Professor Harrison was professor of urban political economy at the New School for Social Research and had just completed the latest of a dozen books that shared one common message: the need, in his view, for Washington to play a bigger role to counter what he saw as the dark side of the Wall Street economy.

A native of Jersey City, Professor Harrison grew up in an atmosphere of ethnic tensions; his father changed the family name from Horowitz to Harrison to get a job at a radio station. An ambitious student, he relied on scholarships -- first at Brandeis University, then at the University of Pennsylvania, where he earned a Ph.D. in economics in 1970.

In his heart, though, he never entirely left Jersey City. His academic career reflected an interest in the fate of cities and their inhabitants, especially blacks.

His first book was about economic development in Harlem, and his latest academic research, mostly financed by the Ford Foundation, concerned community development and job training.

He helped found the Union of Radical Political Economists in the late 1960's but revered the progressives of the 1930's rather than Marx.

A lively teacher and a popular thesis adviser, he spent most of his career as a member of the urban studies and planning department at the Massachusetts Institute of Technology. He only gave up his full professorship there to follow his then-wife to Carnegie Mellon in Pittsburgh in 1991.

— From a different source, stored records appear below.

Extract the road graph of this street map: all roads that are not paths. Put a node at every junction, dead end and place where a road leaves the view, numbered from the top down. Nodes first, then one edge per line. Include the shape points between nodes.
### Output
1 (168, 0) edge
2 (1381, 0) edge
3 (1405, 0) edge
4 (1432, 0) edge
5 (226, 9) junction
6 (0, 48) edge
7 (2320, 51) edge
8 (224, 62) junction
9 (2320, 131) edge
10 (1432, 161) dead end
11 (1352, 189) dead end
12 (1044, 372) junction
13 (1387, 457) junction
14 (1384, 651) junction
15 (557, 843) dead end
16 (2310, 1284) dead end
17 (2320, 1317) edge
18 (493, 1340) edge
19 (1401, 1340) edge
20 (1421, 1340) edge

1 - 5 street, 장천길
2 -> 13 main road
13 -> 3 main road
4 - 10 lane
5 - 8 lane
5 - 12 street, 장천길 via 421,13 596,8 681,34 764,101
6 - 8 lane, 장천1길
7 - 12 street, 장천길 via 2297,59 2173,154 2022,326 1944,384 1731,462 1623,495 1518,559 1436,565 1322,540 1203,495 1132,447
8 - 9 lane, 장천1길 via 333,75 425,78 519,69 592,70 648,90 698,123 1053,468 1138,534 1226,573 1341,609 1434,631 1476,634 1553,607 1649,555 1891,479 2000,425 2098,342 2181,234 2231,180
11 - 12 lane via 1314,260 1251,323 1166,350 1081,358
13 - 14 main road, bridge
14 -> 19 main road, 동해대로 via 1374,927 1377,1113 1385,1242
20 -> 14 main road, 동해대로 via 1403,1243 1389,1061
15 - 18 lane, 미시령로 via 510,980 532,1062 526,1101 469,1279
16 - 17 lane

Professor Harrison was very much a public intellectual. For upward of 30 years, he played this role mostly in a duet with his best friend and frequent collaborator, Barry Bluestone, an economist at Northeastern University in Boston. Harrison devised economic development plans for a series of left-leaning Democratic Presidential contenders, starting in 1972 with Senator Fred Harris of Oklahoma. The plans addressed segments of the economy where in his view Government could play a greater role -- public works, environmental clean up and mass transit. His prescription scarcely changed in subsequent campaigns and with subsequent candidates. While he believed that markets could produce wealth efficiently, he doubted that they could share it equitably, and he believed that government somehow could.

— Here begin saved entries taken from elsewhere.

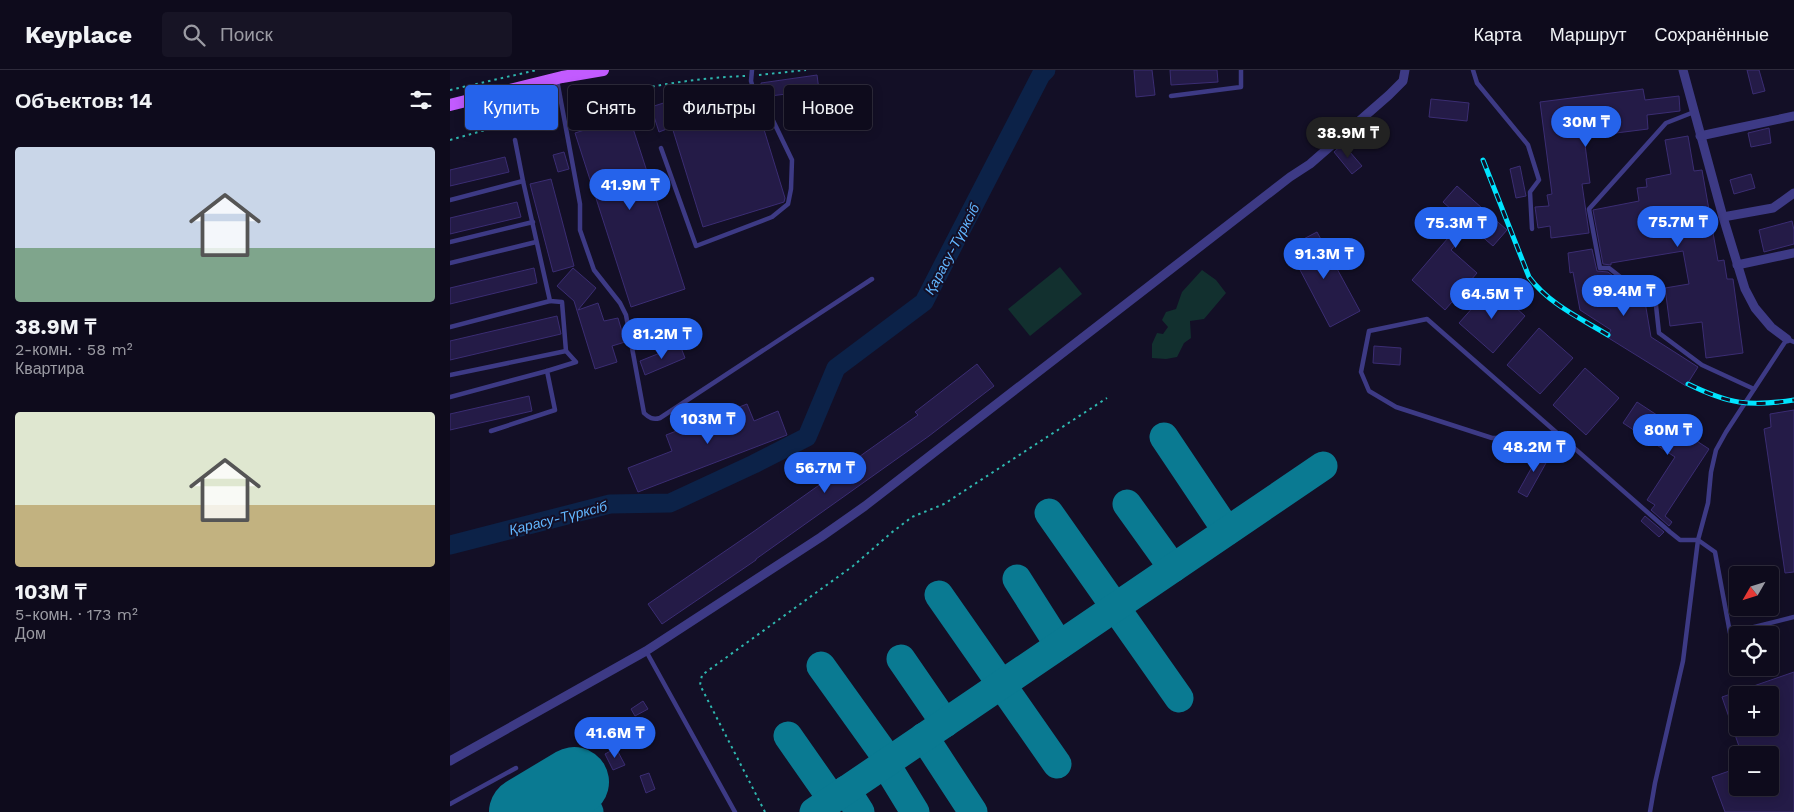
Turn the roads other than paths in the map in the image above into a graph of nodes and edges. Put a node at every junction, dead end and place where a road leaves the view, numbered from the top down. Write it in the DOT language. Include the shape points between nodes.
graph roads {
  1 [pos="603,70"];
  2 [pos="1241,70"];
  3 [pos="1405,70"];
  4 [pos="1473,70"];
  5 [pos="1683,70"];
  6 [pos="752,73"];
  7 [pos="559,75"];
  8 [pos="1171,96"];
  9 [pos="450,105"];
  10 [pos="1694,112"];
  11 [pos="1794,116"];
  12 [pos="1700,136"];
  13 [pos="515,140"];
  14 [pos="661,148"];
  15 [pos="522,180"];
  16 [pos="1794,193"];
  17 [pos="450,200"];
  18 [pos="1723,217"];
  19 [pos="533,222"];
  20 [pos="1532,229"];
  21 [pos="450,242"];
  22 [pos="536,242"];
  23 [pos="1794,253"];
  24 [pos="450,264"];
  25 [pos="1737,265"];
  26 [pos="872,279"];
  27 [pos="550,301"];
  28 [pos="450,327"];
  29 [pos="1790,341"];
  30 [pos="566,351"];
  31 [pos="547,371"];
  32 [pos="450,375"];
  33 [pos="1754,388"];
  34 [pos="450,397"];
  35 [pos="491,431"];
  36 [pos="1562,437"];
  37 [pos="1698,540"];
  38 [pos="1794,616"];
  39 [pos="646,651"];
  40 [pos="450,760"];
  41 [pos="516,768"];
  42 [pos="450,804"];
  43 [pos="734,812"];
  44 [pos="1650,812"];
  1 -- 7 [label="main road"];
  2 -- 8 [label="lane" via="1241,87"];
  3 -- 39 [label="street" via="1404,81 1310,164 920,465 821,538"];
  4 -- 20 [label="lane" via="1477,83 1528,145 1539,180 1530,192"];
  5 -- 10 [label="street"];
  6 -- 14 [label="lane" via="755,95 767,108 792,160 788,204 772,217 696,246"];
  7 -- 9 [label="main road"];
  7 -- 26 [label="lane" via="580,204 580,230 594,270 626,315 644,413 648,416 660,418"];
  10 -- 12 [label="street"];
  10 -- 33 [label="lane" via="1666,123 1589,209 1600,268 1609,268 1623,280 1654,278 1659,333 1702,365"];
  11 -- 12 [label="street"];
  12 -- 18 [label="street"];
  13 -- 15 [label="lane"];
  15 -- 17 [label="lane"];
  15 -- 19 [label="lane"];
  16 -- 18 [label="street" via="1773,208"];
  18 -- 25 [label="street"];
  19 -- 21 [label="lane"];
  19 -- 22 [label="lane"];
  22 -- 24 [label="lane"];
  22 -- 27 [label="lane"];
  23 -- 25 [label="street"];
  25 -- 29 [label="street" via="1755,308 1770,327"];
  27 -- 28 [label="lane"];
  27 -- 30 [label="lane" via="562,302"];
  29 -- 33 [label="lane"];
  30 -- 31 [label="lane" via="576,362"];
  30 -- 32 [label="lane"];
  31 -- 34 [label="lane"];
  31 -- 35 [label="lane" via="555,410"];
  33 -- 37 [label="lane" via="1716,450 1708,503"];
  36 -- 36 [label="lane" via="1427,319 1368,331 1361,372 1368,391 1396,407 1492,438"];
  36 -- 37 [label="lane" via="1680,540"];
  37 -- 38 [label="lane" via="1715,552 1730,633"];
  37 -- 44 [label="lane" via="1683,661"];
  39 -- 40 [label="street"];
  39 -- 43 [label="lane"];
  41 -- 42 [label="lane"];
}
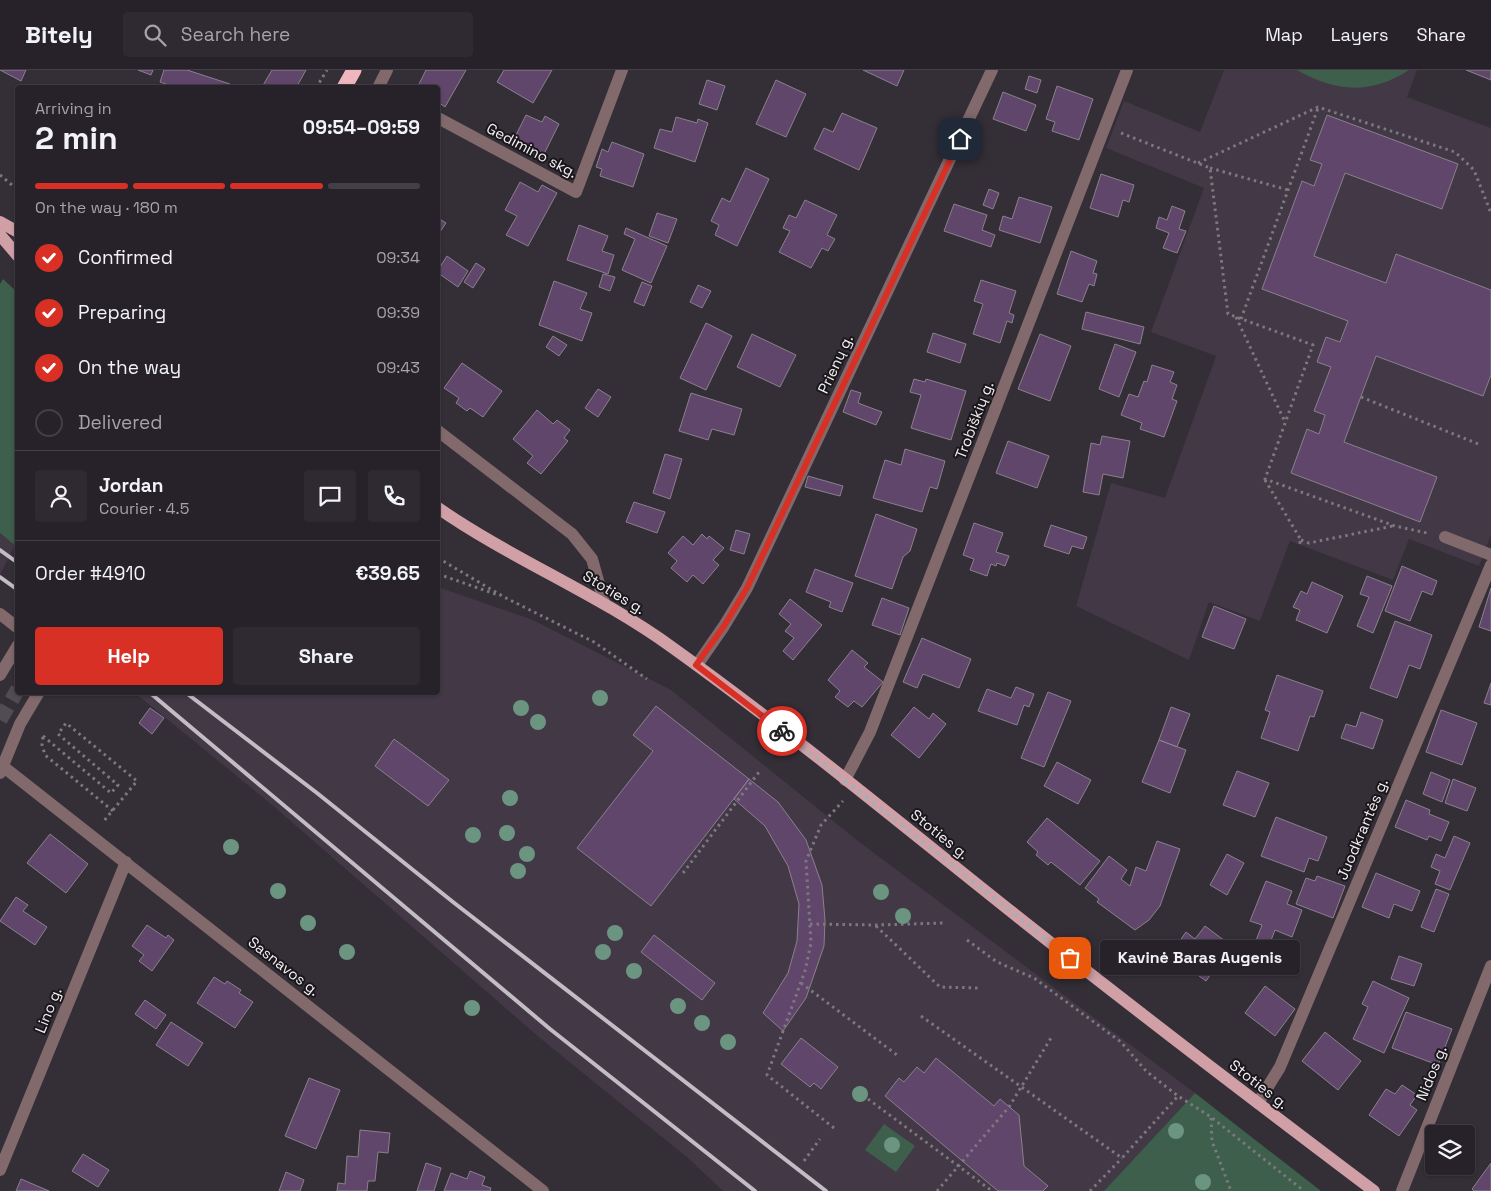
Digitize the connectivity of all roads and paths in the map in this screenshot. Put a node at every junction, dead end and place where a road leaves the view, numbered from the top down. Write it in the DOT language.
graph roads {
  1 [pos="327,70"];
  2 [pos="354,70"];
  3 [pos="387,70"];
  4 [pos="622,70"];
  5 [pos="992,70"];
  6 [pos="1127,70"];
  7 [pos="318,85"];
  8 [pos="346,85"];
  9 [pos="379,85"];
  10 [pos="1318,107"];
  11 [pos="440,119"];
  12 [pos="1104,127"];
  13 [pos="1198,163"];
  14 [pos="1210,168"];
  15 [pos="0,175"];
  16 [pos="15,188"];
  17 [pos="1288,190"];
  18 [pos="1491,213"];
  19 [pos="0,222"];
  20 [pos="15,230"];
  21 [pos="0,236"];
  22 [pos="15,253"];
  23 [pos="1236,317"];
  24 [pos="1241,319"];
  25 [pos="1361,397"];
  26 [pos="1286,422"];
  27 [pos="440,433"];
  28 [pos="1481,445"];
  29 [pos="1265,479"];
  30 [pos="440,509"];
  31 [pos="440,518"];
  32 [pos="1395,526"];
  33 [pos="469,530"];
  34 [pos="1445,537"];
  35 [pos="1301,540"];
  36 [pos="1299,545"];
  37 [pos="1491,555"];
  38 [pos="440,559"];
  39 [pos="1491,565"];
  40 [pos="440,575"];
  41 [pos="504,597"];
  42 [pos="604,602"];
  43 [pos="0,614"];
  44 [pos="15,626"];
  45 [pos="15,650"];
  46 [pos="696,665"];
  47 [pos="0,675"];
  48 [pos="647,679"];
  49 [pos="36,695"];
  50 [pos="1,768"];
  51 [pos="759,772"];
  52 [pos="850,783"];
  53 [pos="112,811"];
  54 [pos="706,834"];
  55 [pos="93,835"];
  56 [pos="711,838"];
  57 [pos="126,862"];
  58 [pos="683,873"];
  59 [pos="944,922"];
  60 [pos="810,924"];
  61 [pos="876,925"];
  62 [pos="967,940"];
  63 [pos="1491,966"];
  64 [pos="801,984"];
  65 [pos="980,988"];
  66 [pos="921,1016"];
  67 [pos="1051,1038"];
  68 [pos="897,1054"];
  69 [pos="1022,1087"];
  70 [pos="1178,1096"];
  71 [pos="868,1099"];
  72 [pos="1258,1103"];
  73 [pos="1211,1117"];
  74 [pos="834,1128"];
  75 [pos="820,1139"];
  76 [pos="1122,1158"];
  77 [pos="804,1161"];
  78 [pos="958,1166"];
  79 [pos="0,1170"];
  80 [pos="543,1191"];
  81 [pos="937,1191"];
  82 [pos="992,1191"];
  83 [pos="1090,1191"];
  84 [pos="1231,1191"];
  85 [pos="1304,1191"];
  86 [pos="1374,1191"];
  87 [pos="1402,1191"];
  1 -- 7 [label="path"];
  2 -- 8 [label="highway"];
  3 -- 9 [label="street"];
  4 -- 11 [label="street, Gedimino skg."];
  5 -- 46 [label="street, Prienų g."];
  6 -- 12 [label="street, Trobiškių g."];
  10 -- 13 [label="path"];
  10 -- 17 [label="path"];
  10 -- 18 [label="path"];
  12 -- 13 [label="path"];
  12 -- 52 [label="street, Trobiškių g."];
  13 -- 14 [label="path"];
  14 -- 17 [label="path"];
  14 -- 23 [label="path"];
  15 -- 16 [label="path"];
  17 -- 24 [label="path"];
  19 -- 20 [label="main road"];
  21 -- 22 [label="main road"];
  23 -- 24 [label="path"];
  23 -- 26 [label="path"];
  24 -- 26 [label="path"];
  25 -- 28 [label="path"];
  26 -- 29 [label="path"];
  27 -- 42 [label="street"];
  29 -- 32 [label="path"];
  29 -- 35 [label="path"];
  30 -- 33 [label="main road, Stoties g."];
  31 -- 33 [label="main road, Stoties g."];
  32 -- 34 [label="path"];
  32 -- 35 [label="path"];
  33 -- 42 [label="main road, Stoties g."];
  34 -- 37 [label="street"];
  35 -- 36 [label="path"];
  38 -- 41 [label="path"];
  39 -- 72 [label="street, Juodkrantės g."];
  40 -- 41 [label="path"];
  41 -- 48 [label="path"];
  42 -- 46 [label="main road, Stoties g."];
  43 -- 44 [label="street"];
  45 -- 47 [label="street"];
  46 -- 52 [label="main road, Stoties g."];
  49 -- 50 [label="street"];
  50 -- 55 [label="street, Sasnavos g."];
  51 -- 56 [label="path"];
  52 -- 60 [label="path"];
  52 -- 72 [label="main road, Stoties g."];
  53 -- 53 [label="path"];
  53 -- 55 [label="path"];
  54 -- 56 [label="path"];
  55 -- 57 [label="street, Sasnavos g."];
  56 -- 58 [label="path"];
  57 -- 79 [label="street, Lino g."];
  57 -- 80 [label="street, Sasnavos g."];
  59 -- 61 [label="path"];
  60 -- 61 [label="path"];
  60 -- 64 [label="path"];
  61 -- 65 [label="path"];
  62 -- 70 [label="path"];
  63 -- 87 [label="street, Nidos g."];
  64 -- 68 [label="path"];
  64 -- 74 [label="path"];
  66 -- 69 [label="path"];
  67 -- 69 [label="path"];
  69 -- 76 [label="path"];
  69 -- 78 [label="path"];
  70 -- 73 [label="path"];
  70 -- 76 [label="path"];
  71 -- 78 [label="path"];
  72 -- 86 [label="main road, Stoties g."];
  73 -- 84 [label="path"];
  73 -- 85 [label="path"];
  75 -- 77 [label="path"];
  76 -- 83 [label="path"];
  78 -- 81 [label="path"];
  78 -- 82 [label="path"];
}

A writer with a breezy style and an eye for big ideas, more popular with readers of editorials than with members of the economics fraternity, Professor Harrison was one of the first to articulate the middle-class malaise, a recurring theme of the 1980's. In "The De-Industrialization of America," written with Professor Bluestone during the deep recession of 1981-82,, he argued that plant closings and layoffs, not the strong dollar, were weakening American manufacturing and the blue-collar communities that depended on factories. By urging Washington to follow Tokyo's lead and adopt a policy of subsidizing favorite industries like autos and aircraft, he helped stimulate a national debate. The New York Times reviewer, an economic adviser to the Carter Administration, called the book intensely irritating but important.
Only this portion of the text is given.